━━━ DATA TO USE ━━━

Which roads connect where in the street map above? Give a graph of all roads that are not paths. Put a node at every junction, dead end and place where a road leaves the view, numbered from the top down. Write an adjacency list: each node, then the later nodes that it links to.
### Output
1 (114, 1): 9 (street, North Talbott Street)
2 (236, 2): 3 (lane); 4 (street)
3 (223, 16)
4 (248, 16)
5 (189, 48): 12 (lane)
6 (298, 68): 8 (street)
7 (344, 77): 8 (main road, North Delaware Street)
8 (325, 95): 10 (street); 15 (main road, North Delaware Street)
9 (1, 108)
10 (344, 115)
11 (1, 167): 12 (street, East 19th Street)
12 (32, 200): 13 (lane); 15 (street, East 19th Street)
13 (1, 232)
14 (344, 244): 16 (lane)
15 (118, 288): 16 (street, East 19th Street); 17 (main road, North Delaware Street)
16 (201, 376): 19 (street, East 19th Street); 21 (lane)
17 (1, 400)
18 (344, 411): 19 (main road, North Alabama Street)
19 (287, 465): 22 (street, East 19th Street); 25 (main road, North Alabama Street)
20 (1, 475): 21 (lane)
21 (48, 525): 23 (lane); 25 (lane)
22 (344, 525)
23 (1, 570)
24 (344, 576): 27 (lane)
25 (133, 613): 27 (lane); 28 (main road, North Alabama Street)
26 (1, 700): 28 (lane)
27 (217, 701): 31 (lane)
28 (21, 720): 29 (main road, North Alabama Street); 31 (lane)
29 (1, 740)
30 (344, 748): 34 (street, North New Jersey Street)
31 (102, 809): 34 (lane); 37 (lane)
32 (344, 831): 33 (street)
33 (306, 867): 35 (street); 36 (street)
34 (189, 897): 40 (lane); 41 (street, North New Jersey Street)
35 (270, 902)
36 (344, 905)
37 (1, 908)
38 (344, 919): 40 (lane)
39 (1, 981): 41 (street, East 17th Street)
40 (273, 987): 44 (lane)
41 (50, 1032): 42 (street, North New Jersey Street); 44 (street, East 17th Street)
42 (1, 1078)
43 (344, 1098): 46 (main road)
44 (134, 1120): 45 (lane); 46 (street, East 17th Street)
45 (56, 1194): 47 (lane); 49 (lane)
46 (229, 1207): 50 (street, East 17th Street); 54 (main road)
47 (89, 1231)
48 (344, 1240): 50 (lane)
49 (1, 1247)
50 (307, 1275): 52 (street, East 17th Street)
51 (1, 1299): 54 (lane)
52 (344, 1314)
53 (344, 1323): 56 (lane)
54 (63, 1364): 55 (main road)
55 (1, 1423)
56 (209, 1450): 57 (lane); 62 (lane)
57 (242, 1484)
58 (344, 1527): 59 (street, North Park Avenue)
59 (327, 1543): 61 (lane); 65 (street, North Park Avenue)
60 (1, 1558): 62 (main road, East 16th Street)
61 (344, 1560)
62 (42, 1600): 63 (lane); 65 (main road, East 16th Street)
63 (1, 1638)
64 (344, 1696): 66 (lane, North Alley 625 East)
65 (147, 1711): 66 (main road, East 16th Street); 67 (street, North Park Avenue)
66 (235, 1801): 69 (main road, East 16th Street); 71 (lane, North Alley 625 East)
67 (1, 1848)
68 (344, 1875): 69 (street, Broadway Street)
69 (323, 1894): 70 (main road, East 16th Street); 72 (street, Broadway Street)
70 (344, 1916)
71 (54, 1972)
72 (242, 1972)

━━━

AIM OF THE TASK
The answer must be every line from the records above that contains "Park".

REPLY
58 (344, 1527): 59 (street, North Park Avenue)
59 (327, 1543): 61 (lane); 65 (street, North Park Avenue)
65 (147, 1711): 66 (main road, East 16th Street); 67 (street, North Park Avenue)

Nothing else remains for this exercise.